> _Your assignment_:
Lines of the material that include the string "Write" should be returned.

> _Task input_:
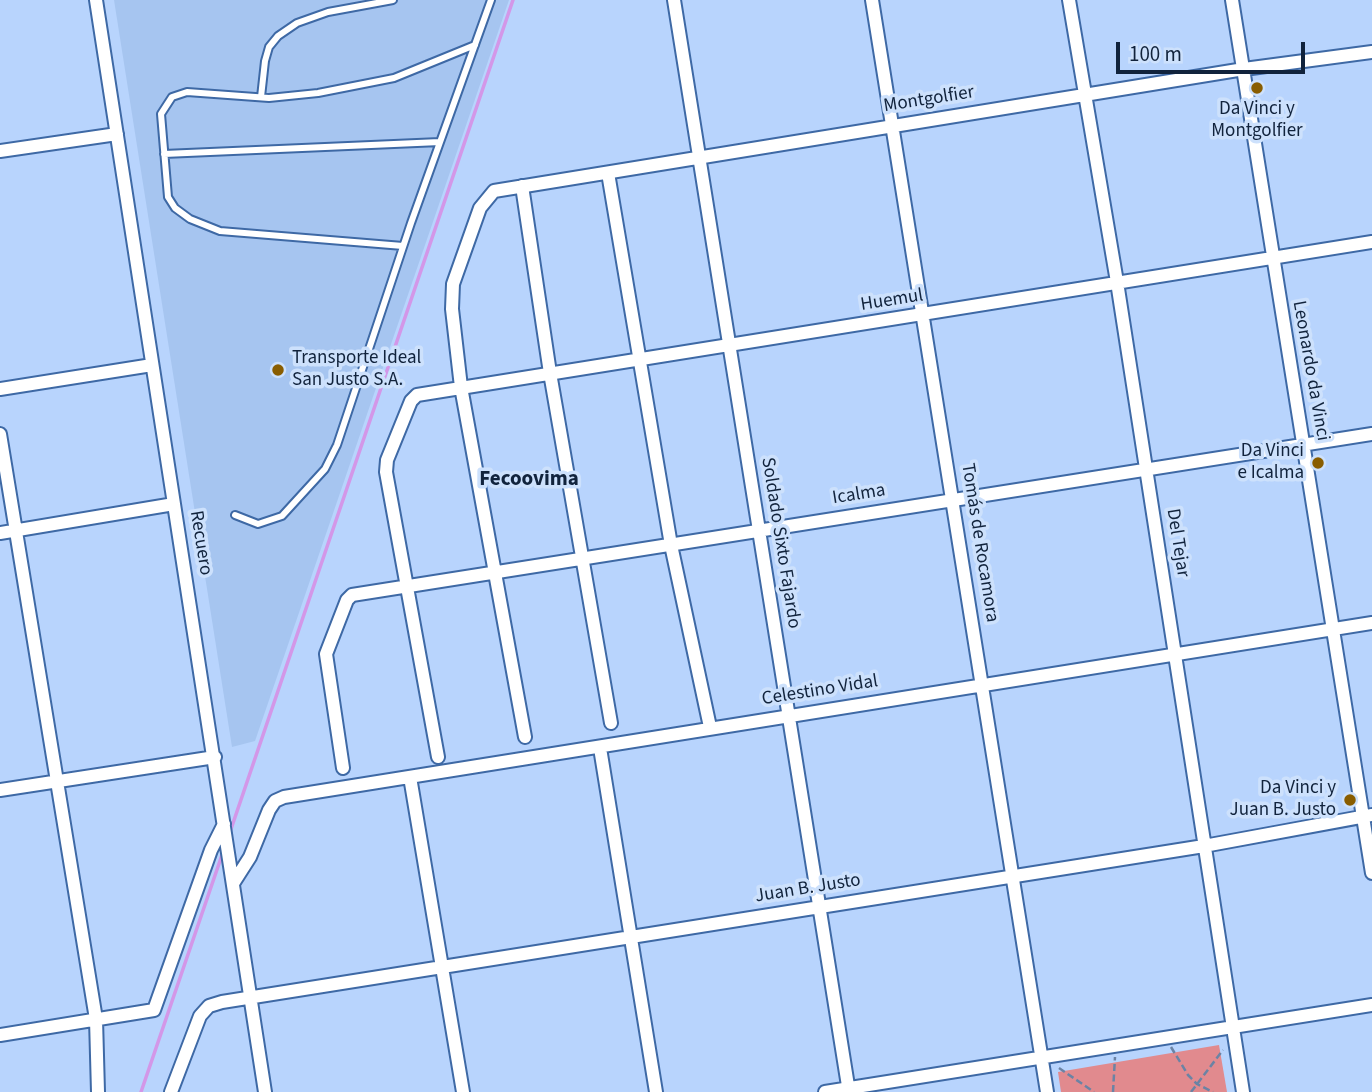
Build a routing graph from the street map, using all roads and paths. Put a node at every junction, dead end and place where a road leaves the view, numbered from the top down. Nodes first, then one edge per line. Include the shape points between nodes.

---

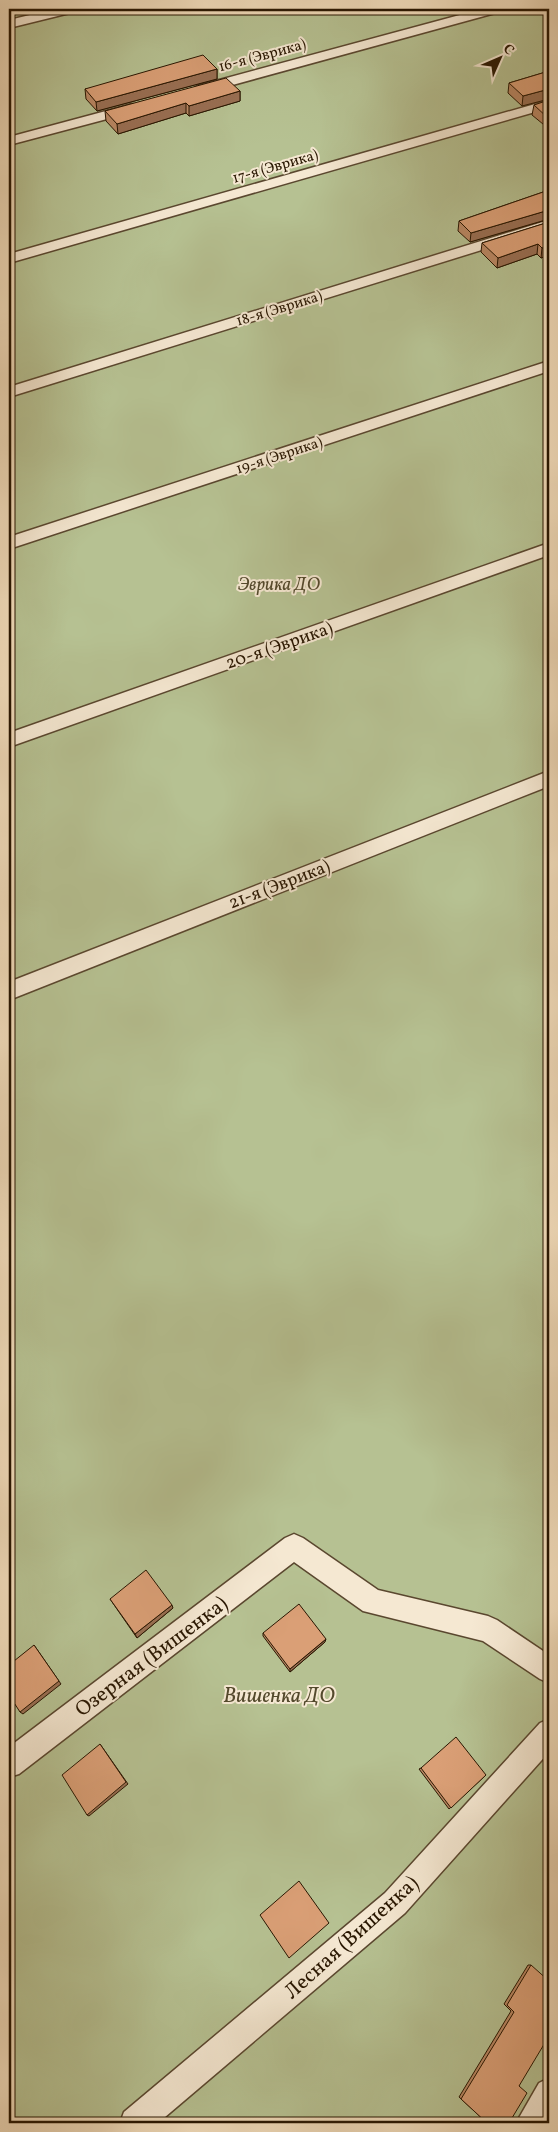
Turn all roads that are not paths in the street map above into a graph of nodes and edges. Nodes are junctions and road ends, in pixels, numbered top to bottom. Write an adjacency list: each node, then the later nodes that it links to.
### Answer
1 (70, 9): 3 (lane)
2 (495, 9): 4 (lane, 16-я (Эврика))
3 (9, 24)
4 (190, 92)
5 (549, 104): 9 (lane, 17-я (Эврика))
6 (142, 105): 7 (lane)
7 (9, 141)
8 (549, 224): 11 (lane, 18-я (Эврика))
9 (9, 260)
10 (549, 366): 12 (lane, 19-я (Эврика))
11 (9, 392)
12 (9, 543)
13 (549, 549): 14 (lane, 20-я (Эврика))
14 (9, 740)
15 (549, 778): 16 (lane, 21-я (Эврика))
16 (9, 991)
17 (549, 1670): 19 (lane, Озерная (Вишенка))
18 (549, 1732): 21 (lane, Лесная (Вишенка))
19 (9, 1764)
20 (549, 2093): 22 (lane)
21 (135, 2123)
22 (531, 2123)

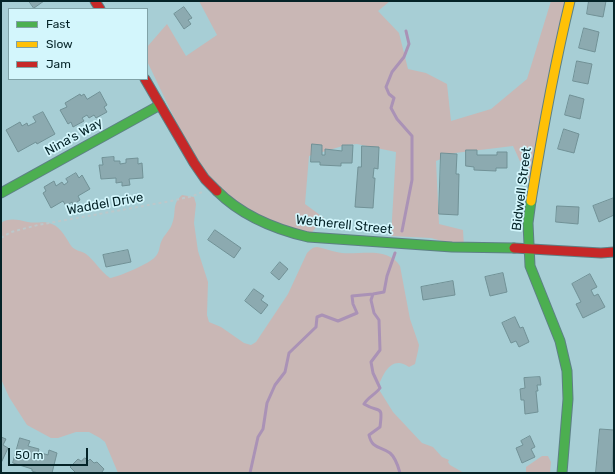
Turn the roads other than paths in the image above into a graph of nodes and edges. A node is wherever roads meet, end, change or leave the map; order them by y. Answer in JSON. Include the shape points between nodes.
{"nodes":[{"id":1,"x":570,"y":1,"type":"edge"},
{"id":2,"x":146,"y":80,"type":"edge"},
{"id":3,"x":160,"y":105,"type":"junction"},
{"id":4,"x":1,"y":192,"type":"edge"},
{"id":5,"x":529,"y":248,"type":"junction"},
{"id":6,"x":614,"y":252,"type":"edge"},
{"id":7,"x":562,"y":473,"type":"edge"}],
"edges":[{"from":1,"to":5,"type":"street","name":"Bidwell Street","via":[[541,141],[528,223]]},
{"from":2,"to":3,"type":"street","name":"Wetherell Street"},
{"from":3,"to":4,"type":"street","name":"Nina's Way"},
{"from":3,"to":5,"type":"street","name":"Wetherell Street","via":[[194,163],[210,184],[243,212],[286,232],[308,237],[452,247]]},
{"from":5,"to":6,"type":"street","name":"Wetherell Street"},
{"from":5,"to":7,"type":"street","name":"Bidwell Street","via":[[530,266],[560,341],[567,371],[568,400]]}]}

...

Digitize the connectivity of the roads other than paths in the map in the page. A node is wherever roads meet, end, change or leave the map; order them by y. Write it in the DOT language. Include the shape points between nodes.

> _Solution for this exercise_:
Turn all roads that are not paths in the street map above into a graph of nodes and edges. Nodes are junctions and road ends, in pixels, numbered top to bottom. Write an adjacency list: each node, then the later nodes that it links to.
Digitize the connectivity of the roads other than paths in the map in the page. A node is wherever roads meet, end, change or leave the map; order them by y. Write it in the DOT language. Include the shape points between nodes.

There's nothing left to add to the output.